Remboursement de facture : comment bien l'enregistrer en comptabilité ?

Remboursement de facture : comment bien l’enregistrer en comptabilité ?

Un fournisseur vous rembourse une marchandise défectueuse ou une erreur de facturation ? L’opération semble anodine, mais elle obéit à des règles comptables précises. Mal traitée, elle peut exposer l’entreprise à un redressement fiscal. Voici ce qu’il faut savoir pour s’y retrouver.

Avoir ou remboursement direct : une distinction qui change tout

La première chose à comprendre, c’est qu’une facture émise ne peut jamais être modifiée. C’est un document comptable figé. Pour corriger une erreur ou annuler une vente, le fournisseur doit émettre un avoir, autrement appelé note de crédit. L’avoir déduit la somme des achats futurs sans qu’aucun argent ne change de main.

Le remboursement, lui, correspond à un versement réel — par virement ou par chèque. Les deux mécanismes coexistent et appellent des écritures comptables différentes. Un avoir fournisseur se traduit par un débit du compte 401 (Fournisseurs), un crédit du compte 609 (Rabais et ristournes sur achats) et une régularisation du compte 44566 pour la TVA. Un remboursement en espèces ou par virement, lui, passe par le compte 512 (Banque) en débit et le compte 60 (Achats) en crédit.

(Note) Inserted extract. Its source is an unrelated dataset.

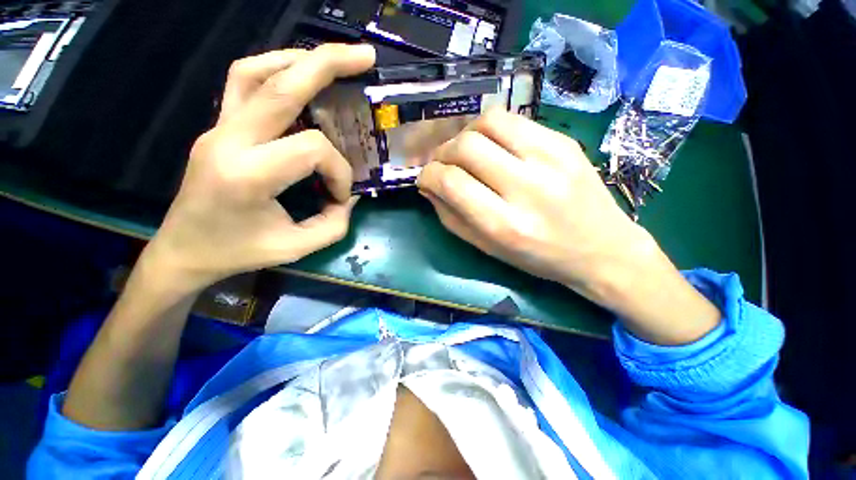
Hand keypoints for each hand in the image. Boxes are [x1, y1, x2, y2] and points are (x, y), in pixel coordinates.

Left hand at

Face à ces subtilités, les dirigeants de TPE et PME ont souvent intérêt à se faire accompagner : un expert-comptable à Nantes peut vérifier la bonne imputation des avoirs, régulariser la TVA et s’assurer que les justificatifs sont conservés conformément aux obligations légales.

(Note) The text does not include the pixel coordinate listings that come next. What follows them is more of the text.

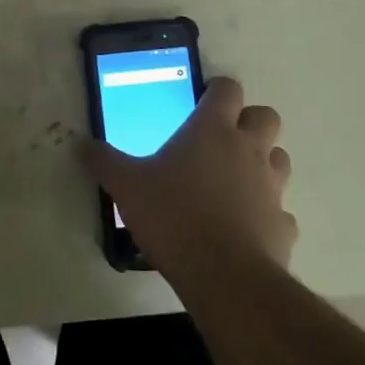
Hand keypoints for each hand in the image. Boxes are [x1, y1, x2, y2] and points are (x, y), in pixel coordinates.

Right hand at [81, 77, 296, 286]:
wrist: (224, 277)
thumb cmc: (173, 215)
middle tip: (220, 140)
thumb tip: (81, 144)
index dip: (217, 91)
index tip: (200, 103)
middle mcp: (248, 149)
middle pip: (266, 116)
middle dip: (249, 122)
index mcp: (212, 129)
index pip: (228, 88)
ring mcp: (271, 187)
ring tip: (234, 181)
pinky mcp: (283, 225)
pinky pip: (281, 210)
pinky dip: (267, 213)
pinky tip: (246, 227)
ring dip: (263, 163)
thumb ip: (104, 161)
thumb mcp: (126, 185)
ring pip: (279, 159)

Pour approfondir d’autres questions liées au droit des affaires, vous pouvez consulter les ressources disponibles sur ce site.

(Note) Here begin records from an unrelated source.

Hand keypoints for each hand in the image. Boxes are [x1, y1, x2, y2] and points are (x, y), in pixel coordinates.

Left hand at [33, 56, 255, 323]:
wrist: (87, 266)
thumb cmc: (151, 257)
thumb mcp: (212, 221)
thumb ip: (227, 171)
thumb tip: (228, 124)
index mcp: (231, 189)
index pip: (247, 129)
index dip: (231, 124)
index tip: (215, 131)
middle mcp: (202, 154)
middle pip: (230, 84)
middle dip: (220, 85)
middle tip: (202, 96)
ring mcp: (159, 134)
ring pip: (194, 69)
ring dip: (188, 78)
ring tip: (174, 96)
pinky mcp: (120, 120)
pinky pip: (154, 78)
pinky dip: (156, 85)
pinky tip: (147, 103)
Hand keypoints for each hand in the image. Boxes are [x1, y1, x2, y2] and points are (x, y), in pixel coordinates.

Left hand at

TVA et justificatifs : les points de vigilance à ne pas ignorer

Chaque remboursement entraîne mécaniquement un ajustement de TVA. Quand un avoir est émis, la TVA collectée (côté vendeur) ou déductible (côté acheteur) doit être corrigée en conséquence. Sans avoir formel, une écriture d’opération diverse est nécessaire pour régulariser la TVA. Omettre cette étape, c’est prendre le risque d’un redressement lors d’un contrôle fiscal.

La conservation des pièces est tout aussi importante. En droit français, les factures, bons de commande et bons de livraison doivent être conservés dix ans. En l’absence d’avoir, les courriels et preuves de retour de marchandises constituent des justificatifs comptables à part entière. Ils doivent être joints à la facture initiale dans le dossier comptable.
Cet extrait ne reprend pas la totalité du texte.